Opinión Montse Monsalve

Cuando el cielo grita y el pueblo llora: ecos de la Dana

Valencia sufre una de las mayores tragedias de nuestra historia, traducida en cientos de vida sesgadas, en una respuesta política tibia, lenta y descompasada y en la ruina económica y moral de toda una región.

No hay palabas capaces de describir este dolor ronco, ahogado y quedo que nos deshace por dentro. No hay consuelo, ni explicación a un sufrimiento que nos atenaza como propio, que se nos enreda en las tripas y no se disuelve. 

Buscamos respuestas y nos invaden todas las “w” del mundo tejidas en un idioma que no alcanzamos a entender. ¿Por qué? ¿Cómo? ¿Quién?… aunque realmente nos dan igual las respuestas, razones o explicaciones. Ahora es tarde y no seréis perdonados.

No se podía prever… o tal vez sí.  No se podía evitar, no se podía saber… su cantinela tintinea a lo lejos apagada por el ulular del viento. Escuchamos sus mentiras, las de todos, los que hicieron y los que no hicieron, mientras los oráculos modernos les contradicen afirmando que sí les avisaron. La Aemet lo vaticinó, no leyendo vísceras de animales ni sacrificando algún cordero, sino con ecuaciones, números, máquinas y alertas. Toda Europa tenía varios días antes los datos de la catástrofe, pero hoy nuestros muertos ya no nadan, no respiran y nadie va a devolvérnoslos. Nunca podréis perdonároslo.

Recuerdo otra gota fría en la que sí estuve. Este fenómeno, hoy llamada Dana, es algo que ocurre cíclicamente: un recordatorio del Mediterráneo para que no nos acostumbremos a ser siempre felices en el paraíso. Aquella vez tuvimos suerte.

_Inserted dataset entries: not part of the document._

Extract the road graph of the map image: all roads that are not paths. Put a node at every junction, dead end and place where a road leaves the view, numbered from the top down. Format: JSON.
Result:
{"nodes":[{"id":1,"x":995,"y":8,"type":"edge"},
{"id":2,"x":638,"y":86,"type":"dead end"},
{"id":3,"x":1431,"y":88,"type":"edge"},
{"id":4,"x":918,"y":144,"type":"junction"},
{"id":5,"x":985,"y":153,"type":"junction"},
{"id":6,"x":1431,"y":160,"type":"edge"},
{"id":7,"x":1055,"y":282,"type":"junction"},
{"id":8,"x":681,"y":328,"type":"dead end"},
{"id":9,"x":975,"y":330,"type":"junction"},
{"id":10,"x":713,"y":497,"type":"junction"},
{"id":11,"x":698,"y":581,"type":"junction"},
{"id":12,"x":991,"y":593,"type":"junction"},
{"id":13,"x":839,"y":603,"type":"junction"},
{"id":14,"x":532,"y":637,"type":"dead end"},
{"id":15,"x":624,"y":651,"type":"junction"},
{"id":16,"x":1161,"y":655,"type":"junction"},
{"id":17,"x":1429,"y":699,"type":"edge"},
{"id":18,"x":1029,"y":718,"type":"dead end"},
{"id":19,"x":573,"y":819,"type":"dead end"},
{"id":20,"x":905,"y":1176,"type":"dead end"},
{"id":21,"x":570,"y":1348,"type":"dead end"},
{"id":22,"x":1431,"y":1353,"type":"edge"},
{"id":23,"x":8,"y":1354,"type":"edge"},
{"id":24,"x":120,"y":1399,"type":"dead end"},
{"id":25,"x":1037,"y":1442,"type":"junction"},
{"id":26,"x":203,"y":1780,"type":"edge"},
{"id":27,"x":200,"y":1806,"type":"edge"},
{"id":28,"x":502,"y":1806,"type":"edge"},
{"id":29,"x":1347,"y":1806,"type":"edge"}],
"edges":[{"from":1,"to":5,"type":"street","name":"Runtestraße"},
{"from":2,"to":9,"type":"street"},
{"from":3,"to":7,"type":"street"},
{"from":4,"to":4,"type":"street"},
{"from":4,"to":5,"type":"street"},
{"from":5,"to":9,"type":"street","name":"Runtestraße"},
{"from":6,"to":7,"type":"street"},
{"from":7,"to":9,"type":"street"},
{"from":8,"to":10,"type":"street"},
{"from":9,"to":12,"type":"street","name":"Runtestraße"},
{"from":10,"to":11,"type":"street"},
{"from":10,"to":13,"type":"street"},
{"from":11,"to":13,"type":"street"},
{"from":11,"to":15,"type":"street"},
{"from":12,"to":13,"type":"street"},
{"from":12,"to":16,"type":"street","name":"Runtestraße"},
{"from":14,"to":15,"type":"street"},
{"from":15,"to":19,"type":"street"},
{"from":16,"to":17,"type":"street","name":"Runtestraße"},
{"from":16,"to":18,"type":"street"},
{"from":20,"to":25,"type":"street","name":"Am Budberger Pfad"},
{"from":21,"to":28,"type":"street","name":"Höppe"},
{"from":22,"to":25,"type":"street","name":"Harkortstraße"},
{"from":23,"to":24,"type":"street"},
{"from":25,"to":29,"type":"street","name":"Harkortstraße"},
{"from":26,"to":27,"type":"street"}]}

Tendría poco más de seis años y nos sorprendió aquel vómito del cielo en un camping de Benicasim al que íbamos cada verano. Mi padre nos despertó a todos, cogió dinero, documentación, a su mujer e hijos y salimos corriendo en pijama y en tropel hacia el bar, ubicado en la zona más alta de aquel rincón otrora amable. Tuvimos suerte, pero no lo hemos olvidado. Recorrí la distancia entre nuestra tienda y aquel techado con un flotador con forma de cisne y la sonrisa cálida de mi madre abrigándonos para que nos tomásemos aquella “aventura” como un juego. Una anécdota que contar a nuestro regreso. Porque nosotros sí volvimos. Años después, cuando naufragaron tantas vidas en otro camping, tras aquella fatídica riada de Biescas, sentí la misma punzada que hoy se me enreda en ojos y dedos, 87 corazones menos latiendo. Ahora mismo, Valencia llora a más de doscientos.

La vuelta fue silenciosa y el tintineo del agua me provocaba unas ganas incontrolables de ir al baño, pero no podíamos parar. Hasta que no llegamos a Albacete, y nos refugiamos en casa de nuestros tíos, no nos sentimos seguros. El tiempo, aquellos minutos en los que nos alejábamos, era un regalo y mi familia pudo escapar de aquella trampa.

Los informativos me golpean como aquellas gotas y no puedo evitar llorar todas las olas saladas de este mare Nostrum.

La Reina demudada, desnuda ante la razón y el tormento compartido, rota de impotencia como otras mujeres que podrían ser perfectamente ella. El Rey entre los vivos siendo, simplemente, Felipe. Los dos abrazando a su pueblo, ese que se ha roto, mientras se desbordan los torrentes y no hay agua que beber, solo una masa fétida de barro que hunde almas, casas y negocios. ¿Qué les decimos? ¿Cómo les consolamos? ¿De qué forma vestimos esta culpa, esta frustración que sentimos quienes no podemos estar a su lado para empujar carros y carretas?

Salimos a la calle con palas y escobas, como un ejército dispuesto a salvar lo que queda de un país que se han empeñado en dividir, pero que se ha unido ante un dolor que no le es ajeno. Y los que no podemos volar a su lado les enviamos amor en forma de comida, de leche en polvo, pañales, toallas, mantas, botas o ropa.

“Lo siento, lo siento, lo siento…”, hoy todas somo simplemente Letizia y solo podemos acunaros y deciros que estamos aquí, que somos vuestra familia, hogar y aliento.

Amunt Valencia, no estáis solos, somos vuestro pueblo.